INFORMATION Start Marker

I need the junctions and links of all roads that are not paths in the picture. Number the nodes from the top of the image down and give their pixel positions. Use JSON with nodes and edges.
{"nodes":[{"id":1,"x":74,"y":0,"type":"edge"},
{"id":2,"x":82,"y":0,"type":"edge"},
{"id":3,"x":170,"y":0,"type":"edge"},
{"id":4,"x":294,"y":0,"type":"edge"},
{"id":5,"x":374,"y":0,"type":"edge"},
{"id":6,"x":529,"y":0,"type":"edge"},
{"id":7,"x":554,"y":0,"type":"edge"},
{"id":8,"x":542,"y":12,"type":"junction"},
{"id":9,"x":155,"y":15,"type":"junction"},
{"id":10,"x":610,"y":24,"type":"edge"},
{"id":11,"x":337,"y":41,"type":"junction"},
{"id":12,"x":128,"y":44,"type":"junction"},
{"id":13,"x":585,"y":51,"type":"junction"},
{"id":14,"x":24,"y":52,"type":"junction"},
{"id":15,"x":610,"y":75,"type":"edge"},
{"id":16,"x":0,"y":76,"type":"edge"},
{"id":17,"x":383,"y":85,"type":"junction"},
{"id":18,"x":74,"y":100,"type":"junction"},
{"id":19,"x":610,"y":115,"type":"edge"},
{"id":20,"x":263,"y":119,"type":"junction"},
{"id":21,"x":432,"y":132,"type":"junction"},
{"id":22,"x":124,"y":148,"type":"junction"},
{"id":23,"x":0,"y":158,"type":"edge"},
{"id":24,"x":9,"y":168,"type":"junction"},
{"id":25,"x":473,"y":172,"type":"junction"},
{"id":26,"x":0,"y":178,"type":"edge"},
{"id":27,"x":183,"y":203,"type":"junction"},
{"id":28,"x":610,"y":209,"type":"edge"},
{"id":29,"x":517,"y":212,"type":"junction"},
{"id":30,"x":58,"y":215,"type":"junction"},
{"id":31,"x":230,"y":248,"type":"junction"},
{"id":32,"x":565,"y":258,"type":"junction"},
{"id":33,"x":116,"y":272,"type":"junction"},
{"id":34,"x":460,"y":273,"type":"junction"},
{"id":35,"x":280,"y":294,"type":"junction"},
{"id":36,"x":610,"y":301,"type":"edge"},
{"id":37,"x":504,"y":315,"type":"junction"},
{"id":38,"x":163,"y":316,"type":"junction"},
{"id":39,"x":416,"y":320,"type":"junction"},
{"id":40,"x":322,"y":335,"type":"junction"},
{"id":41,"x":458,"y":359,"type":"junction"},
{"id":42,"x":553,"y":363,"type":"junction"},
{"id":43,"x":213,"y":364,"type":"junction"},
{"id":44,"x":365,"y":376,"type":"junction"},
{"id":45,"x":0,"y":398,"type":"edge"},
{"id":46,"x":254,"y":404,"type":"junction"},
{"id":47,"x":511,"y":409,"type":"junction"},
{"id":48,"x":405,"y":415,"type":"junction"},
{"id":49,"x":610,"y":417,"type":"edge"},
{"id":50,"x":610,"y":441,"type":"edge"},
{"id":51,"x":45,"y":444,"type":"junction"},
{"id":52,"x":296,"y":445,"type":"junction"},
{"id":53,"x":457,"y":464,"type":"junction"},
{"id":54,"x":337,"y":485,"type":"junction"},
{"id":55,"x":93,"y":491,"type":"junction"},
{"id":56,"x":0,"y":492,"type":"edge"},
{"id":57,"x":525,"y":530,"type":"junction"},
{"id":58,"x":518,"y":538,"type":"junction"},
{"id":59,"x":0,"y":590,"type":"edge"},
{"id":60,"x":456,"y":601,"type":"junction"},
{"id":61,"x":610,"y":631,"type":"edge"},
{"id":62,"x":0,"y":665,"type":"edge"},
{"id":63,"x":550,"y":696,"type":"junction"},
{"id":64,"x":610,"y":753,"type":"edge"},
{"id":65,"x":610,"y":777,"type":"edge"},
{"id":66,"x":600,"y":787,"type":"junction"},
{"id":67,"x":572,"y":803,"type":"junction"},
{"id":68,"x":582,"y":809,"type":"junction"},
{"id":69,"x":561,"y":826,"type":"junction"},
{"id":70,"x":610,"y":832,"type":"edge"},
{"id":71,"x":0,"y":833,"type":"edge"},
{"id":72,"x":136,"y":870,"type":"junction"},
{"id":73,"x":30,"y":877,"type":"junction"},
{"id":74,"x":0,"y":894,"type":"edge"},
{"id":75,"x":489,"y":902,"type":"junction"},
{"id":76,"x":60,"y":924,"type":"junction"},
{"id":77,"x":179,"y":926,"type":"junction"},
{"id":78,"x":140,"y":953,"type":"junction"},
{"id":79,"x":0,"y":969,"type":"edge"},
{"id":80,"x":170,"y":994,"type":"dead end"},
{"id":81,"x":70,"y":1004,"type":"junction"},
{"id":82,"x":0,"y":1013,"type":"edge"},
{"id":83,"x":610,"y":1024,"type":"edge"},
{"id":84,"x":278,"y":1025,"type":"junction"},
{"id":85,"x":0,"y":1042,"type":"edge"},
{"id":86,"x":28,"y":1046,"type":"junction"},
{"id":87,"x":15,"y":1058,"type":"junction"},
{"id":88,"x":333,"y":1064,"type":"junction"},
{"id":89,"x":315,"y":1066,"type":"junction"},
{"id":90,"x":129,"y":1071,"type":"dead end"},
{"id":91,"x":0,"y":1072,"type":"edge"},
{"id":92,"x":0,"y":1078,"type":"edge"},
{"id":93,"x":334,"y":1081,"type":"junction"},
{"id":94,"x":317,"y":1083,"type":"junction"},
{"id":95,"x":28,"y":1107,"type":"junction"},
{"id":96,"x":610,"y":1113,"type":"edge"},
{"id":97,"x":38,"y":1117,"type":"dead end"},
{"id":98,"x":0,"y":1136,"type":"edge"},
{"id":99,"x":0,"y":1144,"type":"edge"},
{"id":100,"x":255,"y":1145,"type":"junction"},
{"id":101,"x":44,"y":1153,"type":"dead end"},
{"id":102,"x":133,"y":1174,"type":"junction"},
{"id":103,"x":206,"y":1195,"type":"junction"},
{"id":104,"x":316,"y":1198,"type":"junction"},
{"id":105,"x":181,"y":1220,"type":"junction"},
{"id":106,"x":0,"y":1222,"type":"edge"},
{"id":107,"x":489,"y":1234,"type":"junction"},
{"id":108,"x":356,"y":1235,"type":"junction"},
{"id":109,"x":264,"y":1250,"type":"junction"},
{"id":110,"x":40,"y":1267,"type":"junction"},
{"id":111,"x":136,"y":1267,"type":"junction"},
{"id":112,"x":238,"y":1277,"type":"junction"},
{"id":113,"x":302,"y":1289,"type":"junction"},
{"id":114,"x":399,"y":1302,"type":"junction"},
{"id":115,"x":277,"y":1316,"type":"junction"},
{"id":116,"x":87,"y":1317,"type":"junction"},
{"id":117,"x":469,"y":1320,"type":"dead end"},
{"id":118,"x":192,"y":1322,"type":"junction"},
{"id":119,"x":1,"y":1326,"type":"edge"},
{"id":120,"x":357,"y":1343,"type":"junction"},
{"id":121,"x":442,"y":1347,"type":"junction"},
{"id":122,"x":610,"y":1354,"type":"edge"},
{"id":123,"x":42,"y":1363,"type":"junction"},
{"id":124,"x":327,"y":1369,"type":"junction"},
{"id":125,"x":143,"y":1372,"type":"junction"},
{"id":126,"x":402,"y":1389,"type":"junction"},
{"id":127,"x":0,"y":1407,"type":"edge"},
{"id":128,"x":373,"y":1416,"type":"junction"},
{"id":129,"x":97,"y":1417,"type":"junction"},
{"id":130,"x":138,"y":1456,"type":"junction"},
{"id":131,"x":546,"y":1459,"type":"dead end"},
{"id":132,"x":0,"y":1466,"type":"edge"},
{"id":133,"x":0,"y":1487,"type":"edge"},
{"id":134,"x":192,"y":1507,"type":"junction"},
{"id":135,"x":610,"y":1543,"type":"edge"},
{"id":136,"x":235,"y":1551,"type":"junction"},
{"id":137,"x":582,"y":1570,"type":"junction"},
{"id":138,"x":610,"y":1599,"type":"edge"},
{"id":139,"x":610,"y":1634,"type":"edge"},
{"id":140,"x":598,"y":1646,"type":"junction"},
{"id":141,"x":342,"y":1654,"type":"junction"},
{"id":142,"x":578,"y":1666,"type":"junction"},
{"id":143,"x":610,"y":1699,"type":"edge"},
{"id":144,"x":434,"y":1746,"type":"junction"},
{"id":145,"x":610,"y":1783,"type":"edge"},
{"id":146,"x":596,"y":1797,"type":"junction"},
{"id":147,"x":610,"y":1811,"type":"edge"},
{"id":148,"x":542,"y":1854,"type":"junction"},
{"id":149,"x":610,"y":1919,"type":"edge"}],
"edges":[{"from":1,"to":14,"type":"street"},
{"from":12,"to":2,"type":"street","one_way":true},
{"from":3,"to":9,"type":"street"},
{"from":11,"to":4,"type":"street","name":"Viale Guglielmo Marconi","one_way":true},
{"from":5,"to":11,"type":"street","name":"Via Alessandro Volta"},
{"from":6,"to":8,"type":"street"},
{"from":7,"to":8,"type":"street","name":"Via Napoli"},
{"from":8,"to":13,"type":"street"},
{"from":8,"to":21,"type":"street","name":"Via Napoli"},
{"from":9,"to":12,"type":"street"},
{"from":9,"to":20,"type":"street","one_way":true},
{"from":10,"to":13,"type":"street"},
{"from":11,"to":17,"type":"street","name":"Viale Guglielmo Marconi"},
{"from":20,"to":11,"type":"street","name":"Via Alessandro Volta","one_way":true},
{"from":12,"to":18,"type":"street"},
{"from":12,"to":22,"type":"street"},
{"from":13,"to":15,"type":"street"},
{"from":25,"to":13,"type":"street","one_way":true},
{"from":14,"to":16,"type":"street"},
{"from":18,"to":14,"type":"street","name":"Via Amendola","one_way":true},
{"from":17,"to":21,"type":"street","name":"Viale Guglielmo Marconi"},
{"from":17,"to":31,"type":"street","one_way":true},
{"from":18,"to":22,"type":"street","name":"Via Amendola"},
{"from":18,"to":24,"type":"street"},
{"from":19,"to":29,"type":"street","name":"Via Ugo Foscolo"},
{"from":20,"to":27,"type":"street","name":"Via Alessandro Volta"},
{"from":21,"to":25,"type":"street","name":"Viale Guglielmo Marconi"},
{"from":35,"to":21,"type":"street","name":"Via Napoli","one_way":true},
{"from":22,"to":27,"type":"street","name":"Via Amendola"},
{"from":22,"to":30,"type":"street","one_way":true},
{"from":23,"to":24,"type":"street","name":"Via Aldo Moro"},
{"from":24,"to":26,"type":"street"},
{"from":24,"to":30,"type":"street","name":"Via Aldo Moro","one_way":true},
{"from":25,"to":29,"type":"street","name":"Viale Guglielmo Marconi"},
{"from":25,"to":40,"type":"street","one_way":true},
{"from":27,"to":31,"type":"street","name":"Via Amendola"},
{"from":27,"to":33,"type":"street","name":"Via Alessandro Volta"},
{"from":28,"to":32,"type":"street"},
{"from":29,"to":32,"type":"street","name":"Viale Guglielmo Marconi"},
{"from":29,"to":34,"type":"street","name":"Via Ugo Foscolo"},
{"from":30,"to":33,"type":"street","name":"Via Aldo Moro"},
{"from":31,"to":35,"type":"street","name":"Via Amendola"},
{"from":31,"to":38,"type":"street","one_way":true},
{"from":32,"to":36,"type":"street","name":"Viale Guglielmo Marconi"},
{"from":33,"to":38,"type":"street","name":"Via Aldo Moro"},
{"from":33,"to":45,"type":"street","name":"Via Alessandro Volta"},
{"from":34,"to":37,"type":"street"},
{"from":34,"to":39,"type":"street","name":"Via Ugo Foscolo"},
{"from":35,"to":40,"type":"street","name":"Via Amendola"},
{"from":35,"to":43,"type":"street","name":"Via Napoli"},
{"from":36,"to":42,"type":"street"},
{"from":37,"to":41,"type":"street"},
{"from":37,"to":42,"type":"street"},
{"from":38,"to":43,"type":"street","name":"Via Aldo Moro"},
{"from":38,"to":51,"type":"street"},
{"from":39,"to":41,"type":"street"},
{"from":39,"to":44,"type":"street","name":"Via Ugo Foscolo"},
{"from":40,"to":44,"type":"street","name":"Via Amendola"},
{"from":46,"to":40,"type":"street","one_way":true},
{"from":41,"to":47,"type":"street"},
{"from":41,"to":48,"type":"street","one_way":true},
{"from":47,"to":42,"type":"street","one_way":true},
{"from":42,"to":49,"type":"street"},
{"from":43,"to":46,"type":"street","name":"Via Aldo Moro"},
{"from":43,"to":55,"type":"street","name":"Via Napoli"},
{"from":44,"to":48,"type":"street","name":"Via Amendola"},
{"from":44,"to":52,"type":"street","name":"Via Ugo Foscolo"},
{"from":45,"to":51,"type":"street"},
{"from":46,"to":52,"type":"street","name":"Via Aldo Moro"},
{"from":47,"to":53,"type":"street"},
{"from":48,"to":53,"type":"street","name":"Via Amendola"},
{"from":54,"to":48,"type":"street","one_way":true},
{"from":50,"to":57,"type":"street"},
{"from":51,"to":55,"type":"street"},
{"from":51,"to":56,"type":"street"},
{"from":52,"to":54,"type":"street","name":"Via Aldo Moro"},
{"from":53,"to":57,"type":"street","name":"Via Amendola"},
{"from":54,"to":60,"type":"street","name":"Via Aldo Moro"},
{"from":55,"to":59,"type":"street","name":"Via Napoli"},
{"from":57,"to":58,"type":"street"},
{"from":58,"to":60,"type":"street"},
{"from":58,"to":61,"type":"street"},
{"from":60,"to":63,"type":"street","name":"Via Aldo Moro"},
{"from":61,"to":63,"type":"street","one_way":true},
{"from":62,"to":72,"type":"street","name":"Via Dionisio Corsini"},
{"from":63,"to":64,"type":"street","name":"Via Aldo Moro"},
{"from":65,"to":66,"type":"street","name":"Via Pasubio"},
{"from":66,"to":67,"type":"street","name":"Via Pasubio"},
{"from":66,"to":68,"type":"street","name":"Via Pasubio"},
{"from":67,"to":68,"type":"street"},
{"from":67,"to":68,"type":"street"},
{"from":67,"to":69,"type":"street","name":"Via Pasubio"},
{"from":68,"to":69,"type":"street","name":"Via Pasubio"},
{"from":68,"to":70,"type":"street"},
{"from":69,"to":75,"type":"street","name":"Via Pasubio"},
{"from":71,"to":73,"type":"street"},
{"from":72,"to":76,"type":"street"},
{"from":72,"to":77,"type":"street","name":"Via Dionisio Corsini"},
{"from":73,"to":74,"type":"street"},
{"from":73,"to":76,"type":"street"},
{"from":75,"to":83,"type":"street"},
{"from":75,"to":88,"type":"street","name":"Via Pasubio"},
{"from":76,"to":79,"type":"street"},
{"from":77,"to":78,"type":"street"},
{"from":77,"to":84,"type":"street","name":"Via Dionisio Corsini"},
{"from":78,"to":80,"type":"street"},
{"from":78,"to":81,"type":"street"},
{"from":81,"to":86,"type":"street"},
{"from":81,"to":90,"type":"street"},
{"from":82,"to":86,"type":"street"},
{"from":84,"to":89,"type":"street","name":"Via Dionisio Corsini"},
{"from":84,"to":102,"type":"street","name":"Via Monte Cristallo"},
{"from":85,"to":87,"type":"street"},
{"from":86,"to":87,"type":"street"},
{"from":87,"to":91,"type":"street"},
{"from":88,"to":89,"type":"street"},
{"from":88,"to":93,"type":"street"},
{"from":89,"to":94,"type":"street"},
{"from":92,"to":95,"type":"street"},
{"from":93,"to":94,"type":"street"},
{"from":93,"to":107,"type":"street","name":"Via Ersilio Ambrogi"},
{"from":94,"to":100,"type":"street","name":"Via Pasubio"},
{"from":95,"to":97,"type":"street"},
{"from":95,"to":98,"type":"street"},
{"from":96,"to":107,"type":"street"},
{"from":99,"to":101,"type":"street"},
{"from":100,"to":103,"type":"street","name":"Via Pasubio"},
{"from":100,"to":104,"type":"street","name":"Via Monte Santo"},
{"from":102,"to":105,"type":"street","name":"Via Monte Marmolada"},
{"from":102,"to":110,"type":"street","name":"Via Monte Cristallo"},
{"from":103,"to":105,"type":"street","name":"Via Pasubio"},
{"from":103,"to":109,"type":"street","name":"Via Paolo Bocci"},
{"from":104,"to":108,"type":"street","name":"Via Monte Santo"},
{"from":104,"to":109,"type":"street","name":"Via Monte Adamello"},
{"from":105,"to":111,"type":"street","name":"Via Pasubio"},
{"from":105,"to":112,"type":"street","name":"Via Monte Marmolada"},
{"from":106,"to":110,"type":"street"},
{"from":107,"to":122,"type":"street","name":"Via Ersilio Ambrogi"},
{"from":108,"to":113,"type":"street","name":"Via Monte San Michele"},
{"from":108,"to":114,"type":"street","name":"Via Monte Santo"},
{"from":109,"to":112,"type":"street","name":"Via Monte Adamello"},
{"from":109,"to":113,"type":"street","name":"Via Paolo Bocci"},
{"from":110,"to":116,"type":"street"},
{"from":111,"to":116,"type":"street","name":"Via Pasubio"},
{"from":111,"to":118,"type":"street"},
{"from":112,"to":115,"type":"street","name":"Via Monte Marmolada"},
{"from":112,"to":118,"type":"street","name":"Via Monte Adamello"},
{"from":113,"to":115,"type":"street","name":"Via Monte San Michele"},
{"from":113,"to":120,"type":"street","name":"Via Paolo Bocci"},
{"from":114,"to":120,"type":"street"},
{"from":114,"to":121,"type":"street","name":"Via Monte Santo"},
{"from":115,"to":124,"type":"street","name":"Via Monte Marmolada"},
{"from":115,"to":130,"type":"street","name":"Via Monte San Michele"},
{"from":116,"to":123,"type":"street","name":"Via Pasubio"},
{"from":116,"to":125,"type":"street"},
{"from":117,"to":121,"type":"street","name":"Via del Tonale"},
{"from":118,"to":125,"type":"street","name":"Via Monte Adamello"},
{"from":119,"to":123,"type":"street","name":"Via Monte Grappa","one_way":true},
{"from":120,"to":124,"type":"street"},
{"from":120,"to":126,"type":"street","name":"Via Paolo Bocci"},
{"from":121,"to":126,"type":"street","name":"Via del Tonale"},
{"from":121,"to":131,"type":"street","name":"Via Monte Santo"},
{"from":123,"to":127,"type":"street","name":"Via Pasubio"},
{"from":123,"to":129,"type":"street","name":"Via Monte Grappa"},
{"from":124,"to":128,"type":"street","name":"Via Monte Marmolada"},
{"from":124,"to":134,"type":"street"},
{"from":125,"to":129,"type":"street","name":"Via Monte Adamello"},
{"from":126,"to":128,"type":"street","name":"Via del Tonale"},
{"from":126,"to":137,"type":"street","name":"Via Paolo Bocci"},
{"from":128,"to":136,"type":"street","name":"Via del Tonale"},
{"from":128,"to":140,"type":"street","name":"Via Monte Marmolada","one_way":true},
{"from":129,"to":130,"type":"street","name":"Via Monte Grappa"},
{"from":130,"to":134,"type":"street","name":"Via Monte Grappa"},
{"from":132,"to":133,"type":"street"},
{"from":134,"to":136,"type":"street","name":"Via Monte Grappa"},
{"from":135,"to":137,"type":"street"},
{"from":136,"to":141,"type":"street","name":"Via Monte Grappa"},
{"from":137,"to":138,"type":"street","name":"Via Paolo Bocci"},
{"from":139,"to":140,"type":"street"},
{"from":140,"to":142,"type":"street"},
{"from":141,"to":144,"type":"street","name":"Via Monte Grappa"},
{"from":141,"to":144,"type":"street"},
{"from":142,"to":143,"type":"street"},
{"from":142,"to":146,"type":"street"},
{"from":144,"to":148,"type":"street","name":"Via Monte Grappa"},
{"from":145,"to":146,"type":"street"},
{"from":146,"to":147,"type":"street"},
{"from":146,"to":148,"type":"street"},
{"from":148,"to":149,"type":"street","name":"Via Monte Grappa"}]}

INFORMATION End Marker

▸ EXERCISE DIRECTIONS:
Using the data above, return every line that contains the string "edges".

▸ RESPONSE:
I need the junctions and links of all roads that are not paths in the picture. Number the nodes from the top of the image down and give their pixel positions. Use JSON with nodes and edges.
"edges":[{"from":1,"to":14,"type":"street"},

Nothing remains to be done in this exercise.